After the war, he worked for various United States federal agencies. From 1951 to 1959, Herman worked as a San Francisco Bay Area regional administrator for the United States Housing and Home Finance Agency (HHFA).

Herman was appointed executive director of the San Francisco Redevelopment Agency by mayor George Christopher in April 1959. He was an experienced administrator with significant connections in the federal government and an extensive knowledge of urban redevelopment. He had the support of the Bay Area Council, the Blyth-Zellerbach Committee and of the San Francisco Planning and Urban Renewal Association. He greatly expanded the San Francisco Redevelopment Agency from about 60 employees before he took office to 462 shortly after his death.

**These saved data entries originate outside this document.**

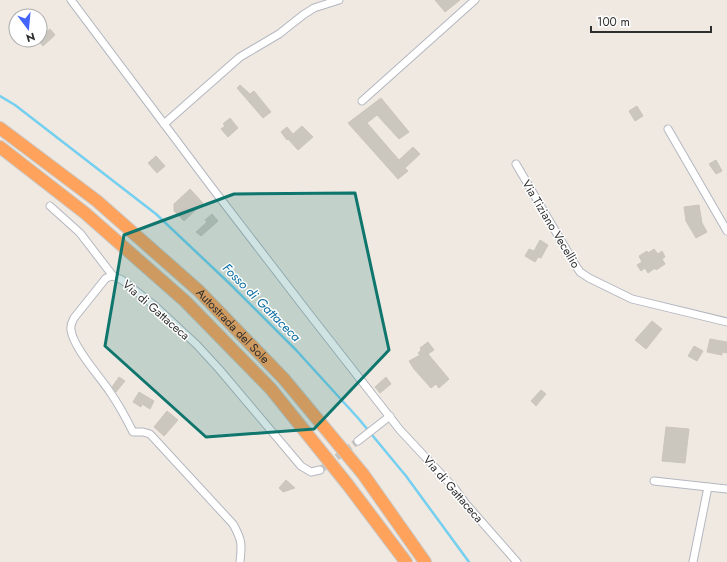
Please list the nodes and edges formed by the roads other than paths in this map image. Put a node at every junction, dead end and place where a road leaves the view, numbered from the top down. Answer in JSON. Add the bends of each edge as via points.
{"nodes":[{"id":1,"x":71,"y":0,"type":"edge"},
{"id":2,"x":339,"y":0,"type":"edge"},
{"id":3,"x":474,"y":0,"type":"edge"},
{"id":4,"x":362,"y":101,"type":"dead end"},
{"id":5,"x":164,"y":124,"type":"junction"},
{"id":6,"x":0,"y":128,"type":"edge"},
{"id":7,"x":668,"y":129,"type":"dead end"},
{"id":8,"x":0,"y":147,"type":"edge"},
{"id":9,"x":516,"y":164,"type":"dead end"},
{"id":10,"x":50,"y":206,"type":"dead end"},
{"id":11,"x":727,"y":231,"type":"edge"},
{"id":12,"x":113,"y":276,"type":"junction"},
{"id":13,"x":727,"y":322,"type":"edge"},
{"id":14,"x":390,"y":416,"type":"junction"},
{"id":15,"x":358,"y":441,"type":"tunnel mouth"},
{"id":16,"x":320,"y":470,"type":"dead end"},
{"id":17,"x":654,"y":481,"type":"dead end"},
{"id":18,"x":708,"y":487,"type":"junction"},
{"id":19,"x":727,"y":489,"type":"edge"},
{"id":20,"x":240,"y":562,"type":"edge"},
{"id":21,"x":406,"y":562,"type":"edge"},
{"id":22,"x":425,"y":562,"type":"edge"},
{"id":23,"x":517,"y":562,"type":"edge"},
{"id":24,"x":693,"y":562,"type":"edge"}],
"edges":[{"from":1,"to":5,"type":"street","name":"Via di Gattaceca"},
{"from":2,"to":5,"type":"street","via":[[308,11],[280,34],[240,57]]},
{"from":3,"to":4,"type":"street"},
{"from":5,"to":14,"type":"street","name":"Via di Gattaceca"},
{"from":6,"to":22,"type":"highway","name":"Autostrada del Sole","via":[[97,201],[204,297],[284,379],[363,474]]},
{"from":7,"to":11,"type":"street"},
{"from":8,"to":21,"type":"highway","name":"Autostrada del Sole","via":[[85,213],[185,301],[271,389]]},
{"from":9,"to":13,"type":"street","name":"Via Tiziano Vecellio","via":[[576,266],[585,276],[637,301]]},
{"from":10,"to":12,"type":"street","via":[[80,233]]},
{"from":12,"to":16,"type":"street","name":"Via di Gattaceca","via":[[155,306],[197,346],[301,466],[311,472]]},
{"from":12,"to":20,"type":"street","name":"Via di Gattaceca","via":[[106,278],[71,324],[70,330],[79,351],[111,393],[133,432],[150,434],[233,524],[240,537]]},
{"from":14,"to":15,"type":"street"},
{"from":14,"to":23,"type":"street","name":"Via di Gattaceca"},
{"from":17,"to":18,"type":"street"},
{"from":18,"to":19,"type":"street"},
{"from":18,"to":24,"type":"street"}]}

Herman was responsible for the redevelopment, in two phases, of the Western Addition and for the transformation of Geary Street into Geary Boulevard. In the second phase of the Western Addition project, 10,000 people were displaced and more than 60 city blocks cleared by 1970. The agency also aggressively acquired land in Chinatown, the Golden Gateway, the port area South of Market and the Tenderloin, expropriating poor people from those areas.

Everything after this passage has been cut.